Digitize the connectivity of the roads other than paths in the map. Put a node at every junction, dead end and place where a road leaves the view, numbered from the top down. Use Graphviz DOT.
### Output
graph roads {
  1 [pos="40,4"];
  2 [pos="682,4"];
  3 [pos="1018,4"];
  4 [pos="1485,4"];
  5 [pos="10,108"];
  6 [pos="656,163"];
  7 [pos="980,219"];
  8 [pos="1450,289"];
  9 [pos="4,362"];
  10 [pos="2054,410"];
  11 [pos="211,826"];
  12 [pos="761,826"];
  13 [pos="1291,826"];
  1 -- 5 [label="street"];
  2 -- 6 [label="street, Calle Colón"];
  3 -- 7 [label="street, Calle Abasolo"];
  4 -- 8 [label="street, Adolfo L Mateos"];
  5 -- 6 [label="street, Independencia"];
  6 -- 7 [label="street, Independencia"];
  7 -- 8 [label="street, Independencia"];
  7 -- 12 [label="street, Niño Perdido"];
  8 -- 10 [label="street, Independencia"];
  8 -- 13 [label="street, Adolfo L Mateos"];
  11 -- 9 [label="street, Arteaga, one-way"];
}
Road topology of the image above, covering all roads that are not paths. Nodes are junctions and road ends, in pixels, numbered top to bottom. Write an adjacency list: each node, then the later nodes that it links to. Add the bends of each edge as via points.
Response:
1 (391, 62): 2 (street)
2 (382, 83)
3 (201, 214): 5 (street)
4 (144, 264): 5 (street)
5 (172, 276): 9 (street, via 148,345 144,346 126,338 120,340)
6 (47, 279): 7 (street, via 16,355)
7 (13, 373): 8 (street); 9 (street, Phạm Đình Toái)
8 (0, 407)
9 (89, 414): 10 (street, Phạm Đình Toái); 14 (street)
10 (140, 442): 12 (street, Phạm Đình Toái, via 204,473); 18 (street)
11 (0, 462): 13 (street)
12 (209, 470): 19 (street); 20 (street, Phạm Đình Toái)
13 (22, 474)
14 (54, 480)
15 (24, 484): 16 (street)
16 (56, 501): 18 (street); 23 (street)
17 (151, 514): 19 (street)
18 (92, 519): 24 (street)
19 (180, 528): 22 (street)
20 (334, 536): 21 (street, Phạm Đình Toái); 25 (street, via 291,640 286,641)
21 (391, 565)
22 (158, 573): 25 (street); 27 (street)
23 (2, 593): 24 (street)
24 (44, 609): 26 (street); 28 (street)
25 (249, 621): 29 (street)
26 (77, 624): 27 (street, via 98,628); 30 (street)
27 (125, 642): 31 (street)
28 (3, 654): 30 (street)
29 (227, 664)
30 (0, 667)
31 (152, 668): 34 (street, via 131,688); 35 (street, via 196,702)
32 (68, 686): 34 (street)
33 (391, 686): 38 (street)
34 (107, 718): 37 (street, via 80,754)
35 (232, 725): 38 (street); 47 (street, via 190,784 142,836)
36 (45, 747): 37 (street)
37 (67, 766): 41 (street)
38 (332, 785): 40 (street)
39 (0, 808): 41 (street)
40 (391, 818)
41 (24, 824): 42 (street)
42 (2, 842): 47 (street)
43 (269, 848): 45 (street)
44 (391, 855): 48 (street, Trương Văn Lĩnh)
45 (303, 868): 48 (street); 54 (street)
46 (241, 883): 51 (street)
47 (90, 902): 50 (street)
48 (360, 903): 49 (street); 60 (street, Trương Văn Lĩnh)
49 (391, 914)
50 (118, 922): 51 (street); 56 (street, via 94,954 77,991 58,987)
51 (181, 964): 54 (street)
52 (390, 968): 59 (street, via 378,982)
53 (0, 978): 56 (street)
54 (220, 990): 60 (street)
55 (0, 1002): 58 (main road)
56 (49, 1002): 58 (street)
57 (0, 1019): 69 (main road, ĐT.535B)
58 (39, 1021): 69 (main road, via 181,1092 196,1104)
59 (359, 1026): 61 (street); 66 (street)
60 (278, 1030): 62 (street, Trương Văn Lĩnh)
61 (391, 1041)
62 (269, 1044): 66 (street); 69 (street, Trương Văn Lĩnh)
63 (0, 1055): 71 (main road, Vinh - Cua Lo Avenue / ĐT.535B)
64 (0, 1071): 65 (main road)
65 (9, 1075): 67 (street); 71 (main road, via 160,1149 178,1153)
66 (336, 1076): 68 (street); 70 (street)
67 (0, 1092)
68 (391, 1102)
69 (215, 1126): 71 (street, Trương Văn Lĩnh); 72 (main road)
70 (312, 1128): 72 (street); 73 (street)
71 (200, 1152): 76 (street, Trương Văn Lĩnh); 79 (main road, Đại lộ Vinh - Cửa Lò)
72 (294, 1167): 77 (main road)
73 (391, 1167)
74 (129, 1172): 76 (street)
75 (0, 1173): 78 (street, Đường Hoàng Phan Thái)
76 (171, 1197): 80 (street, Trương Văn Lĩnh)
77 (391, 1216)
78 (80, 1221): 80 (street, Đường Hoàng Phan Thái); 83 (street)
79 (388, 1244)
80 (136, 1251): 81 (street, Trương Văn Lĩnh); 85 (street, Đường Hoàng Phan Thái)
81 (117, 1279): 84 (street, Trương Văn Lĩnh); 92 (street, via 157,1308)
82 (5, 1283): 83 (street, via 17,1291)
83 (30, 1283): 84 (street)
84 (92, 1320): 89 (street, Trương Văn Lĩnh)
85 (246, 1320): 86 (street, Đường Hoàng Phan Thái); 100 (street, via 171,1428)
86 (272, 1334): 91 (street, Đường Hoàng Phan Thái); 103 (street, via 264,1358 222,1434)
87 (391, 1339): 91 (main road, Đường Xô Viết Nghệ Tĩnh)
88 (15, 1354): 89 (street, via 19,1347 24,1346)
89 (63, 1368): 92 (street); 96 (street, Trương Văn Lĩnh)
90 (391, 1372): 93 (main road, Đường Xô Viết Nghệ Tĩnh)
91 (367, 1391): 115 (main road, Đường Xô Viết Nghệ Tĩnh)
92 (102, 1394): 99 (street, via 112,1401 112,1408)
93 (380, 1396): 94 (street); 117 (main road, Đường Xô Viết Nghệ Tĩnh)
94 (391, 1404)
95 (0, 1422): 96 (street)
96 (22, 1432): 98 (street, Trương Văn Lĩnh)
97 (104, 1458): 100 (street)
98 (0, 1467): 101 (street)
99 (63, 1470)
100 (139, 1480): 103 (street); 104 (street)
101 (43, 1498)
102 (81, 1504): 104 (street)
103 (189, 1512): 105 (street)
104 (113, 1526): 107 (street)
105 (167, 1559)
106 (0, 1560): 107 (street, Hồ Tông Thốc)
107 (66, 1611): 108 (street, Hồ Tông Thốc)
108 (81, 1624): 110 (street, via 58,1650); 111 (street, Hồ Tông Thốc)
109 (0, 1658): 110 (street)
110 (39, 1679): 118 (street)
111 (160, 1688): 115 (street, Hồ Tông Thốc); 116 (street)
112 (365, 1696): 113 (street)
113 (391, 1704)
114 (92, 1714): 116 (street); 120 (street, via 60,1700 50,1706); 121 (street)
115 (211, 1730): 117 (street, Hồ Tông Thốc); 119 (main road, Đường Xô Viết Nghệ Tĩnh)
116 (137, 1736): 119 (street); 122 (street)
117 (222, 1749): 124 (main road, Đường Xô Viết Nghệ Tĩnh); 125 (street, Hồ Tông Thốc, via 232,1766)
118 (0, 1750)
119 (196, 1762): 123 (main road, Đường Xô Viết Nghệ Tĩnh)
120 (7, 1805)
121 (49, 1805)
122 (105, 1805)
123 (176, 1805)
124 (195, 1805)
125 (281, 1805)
---
• **Try it**: Retype the listing above without a single difference.

• **Task answer**:
Digitize the connectivity of the roads other than paths in the map. Put a node at every junction, dead end and place where a road leaves the view, numbered from the top down. Use Graphviz DOT.
### Output
graph roads {
  1 [pos="40,4"];
  2 [pos="682,4"];
  3 [pos="1018,4"];
  4 [pos="1485,4"];
  5 [pos="10,108"];
  6 [pos="656,163"];
  7 [pos="980,219"];
  8 [pos="1450,289"];
  9 [pos="4,362"];
  10 [pos="2054,410"];
  11 [pos="211,826"];
  12 [pos="761,826"];
  13 [pos="1291,826"];
  1 -- 5 [label="street"];
  2 -- 6 [label="street, Calle Colón"];
  3 -- 7 [label="street, Calle Abasolo"];
  4 -- 8 [label="street, Adolfo L Mateos"];
  5 -- 6 [label="street, Independencia"];
  6 -- 7 [label="street, Independencia"];
  7 -- 8 [label="street, Independencia"];
  7 -- 12 [label="street, Niño Perdido"];
  8 -- 10 [label="street, Independencia"];
  8 -- 13 [label="street, Adolfo L Mateos"];
  11 -- 9 [label="street, Arteaga, one-way"];
}
Road topology of the image above, covering all roads that are not paths. Nodes are junctions and road ends, in pixels, numbered top to bottom. Write an adjacency list: each node, then the later nodes that it links to. Add the bends of each edge as via points.
Response:
1 (391, 62): 2 (street)
2 (382, 83)
3 (201, 214): 5 (street)
4 (144, 264): 5 (street)
5 (172, 276): 9 (street, via 148,345 144,346 126,338 120,340)
6 (47, 279): 7 (street, via 16,355)
7 (13, 373): 8 (street); 9 (street, Phạm Đình Toái)
8 (0, 407)
9 (89, 414): 10 (street, Phạm Đình Toái); 14 (street)
10 (140, 442): 12 (street, Phạm Đình Toái, via 204,473); 18 (street)
11 (0, 462): 13 (street)
12 (209, 470): 19 (street); 20 (street, Phạm Đình Toái)
13 (22, 474)
14 (54, 480)
15 (24, 484): 16 (street)
16 (56, 501): 18 (street); 23 (street)
17 (151, 514): 19 (street)
18 (92, 519): 24 (street)
19 (180, 528): 22 (street)
20 (334, 536): 21 (street, Phạm Đình Toái); 25 (street, via 291,640 286,641)
21 (391, 565)
22 (158, 573): 25 (street); 27 (street)
23 (2, 593): 24 (street)
24 (44, 609): 26 (street); 28 (street)
25 (249, 621): 29 (street)
26 (77, 624): 27 (street, via 98,628); 30 (street)
27 (125, 642): 31 (street)
28 (3, 654): 30 (street)
29 (227, 664)
30 (0, 667)
31 (152, 668): 34 (street, via 131,688); 35 (street, via 196,702)
32 (68, 686): 34 (street)
33 (391, 686): 38 (street)
34 (107, 718): 37 (street, via 80,754)
35 (232, 725): 38 (street); 47 (street, via 190,784 142,836)
36 (45, 747): 37 (street)
37 (67, 766): 41 (street)
38 (332, 785): 40 (street)
39 (0, 808): 41 (street)
40 (391, 818)
41 (24, 824): 42 (street)
42 (2, 842): 47 (street)
43 (269, 848): 45 (street)
44 (391, 855): 48 (street, Trương Văn Lĩnh)
45 (303, 868): 48 (street); 54 (street)
46 (241, 883): 51 (street)
47 (90, 902): 50 (street)
48 (360, 903): 49 (street); 60 (street, Trương Văn Lĩnh)
49 (391, 914)
50 (118, 922): 51 (street); 56 (street, via 94,954 77,991 58,987)
51 (181, 964): 54 (street)
52 (390, 968): 59 (street, via 378,982)
53 (0, 978): 56 (street)
54 (220, 990): 60 (street)
55 (0, 1002): 58 (main road)
56 (49, 1002): 58 (street)
57 (0, 1019): 69 (main road, ĐT.535B)
58 (39, 1021): 69 (main road, via 181,1092 196,1104)
59 (359, 1026): 61 (street); 66 (street)
60 (278, 1030): 62 (street, Trương Văn Lĩnh)
61 (391, 1041)
62 (269, 1044): 66 (street); 69 (street, Trương Văn Lĩnh)
63 (0, 1055): 71 (main road, Vinh - Cua Lo Avenue / ĐT.535B)
64 (0, 1071): 65 (main road)
65 (9, 1075): 67 (street); 71 (main road, via 160,1149 178,1153)
66 (336, 1076): 68 (street); 70 (street)
67 (0, 1092)
68 (391, 1102)
69 (215, 1126): 71 (street, Trương Văn Lĩnh); 72 (main road)
70 (312, 1128): 72 (street); 73 (street)
71 (200, 1152): 76 (street, Trương Văn Lĩnh); 79 (main road, Đại lộ Vinh - Cửa Lò)
72 (294, 1167): 77 (main road)
73 (391, 1167)
74 (129, 1172): 76 (street)
75 (0, 1173): 78 (street, Đường Hoàng Phan Thái)
76 (171, 1197): 80 (street, Trương Văn Lĩnh)
77 (391, 1216)
78 (80, 1221): 80 (street, Đường Hoàng Phan Thái); 83 (street)
79 (388, 1244)
80 (136, 1251): 81 (street, Trương Văn Lĩnh); 85 (street, Đường Hoàng Phan Thái)
81 (117, 1279): 84 (street, Trương Văn Lĩnh); 92 (street, via 157,1308)
82 (5, 1283): 83 (street, via 17,1291)
83 (30, 1283): 84 (street)
84 (92, 1320): 89 (street, Trương Văn Lĩnh)
85 (246, 1320): 86 (street, Đường Hoàng Phan Thái); 100 (street, via 171,1428)
86 (272, 1334): 91 (street, Đường Hoàng Phan Thái); 103 (street, via 264,1358 222,1434)
87 (391, 1339): 91 (main road, Đường Xô Viết Nghệ Tĩnh)
88 (15, 1354): 89 (street, via 19,1347 24,1346)
89 (63, 1368): 92 (street); 96 (street, Trương Văn Lĩnh)
90 (391, 1372): 93 (main road, Đường Xô Viết Nghệ Tĩnh)
91 (367, 1391): 115 (main road, Đường Xô Viết Nghệ Tĩnh)
92 (102, 1394): 99 (street, via 112,1401 112,1408)
93 (380, 1396): 94 (street); 117 (main road, Đường Xô Viết Nghệ Tĩnh)
94 (391, 1404)
95 (0, 1422): 96 (street)
96 (22, 1432): 98 (street, Trương Văn Lĩnh)
97 (104, 1458): 100 (street)
98 (0, 1467): 101 (street)
99 (63, 1470)
100 (139, 1480): 103 (street); 104 (street)
101 (43, 1498)
102 (81, 1504): 104 (street)
103 (189, 1512): 105 (street)
104 (113, 1526): 107 (street)
105 (167, 1559)
106 (0, 1560): 107 (street, Hồ Tông Thốc)
107 (66, 1611): 108 (street, Hồ Tông Thốc)
108 (81, 1624): 110 (street, via 58,1650); 111 (street, Hồ Tông Thốc)
109 (0, 1658): 110 (street)
110 (39, 1679): 118 (street)
111 (160, 1688): 115 (street, Hồ Tông Thốc); 116 (street)
112 (365, 1696): 113 (street)
113 (391, 1704)
114 (92, 1714): 116 (street); 120 (street, via 60,1700 50,1706); 121 (street)
115 (211, 1730): 117 (street, Hồ Tông Thốc); 119 (main road, Đường Xô Viết Nghệ Tĩnh)
116 (137, 1736): 119 (street); 122 (street)
117 (222, 1749): 124 (main road, Đường Xô Viết Nghệ Tĩnh); 125 (street, Hồ Tông Thốc, via 232,1766)
118 (0, 1750)
119 (196, 1762): 123 (main road, Đường Xô Viết Nghệ Tĩnh)
120 (7, 1805)
121 (49, 1805)
122 (105, 1805)
123 (176, 1805)
124 (195, 1805)
125 (281, 1805)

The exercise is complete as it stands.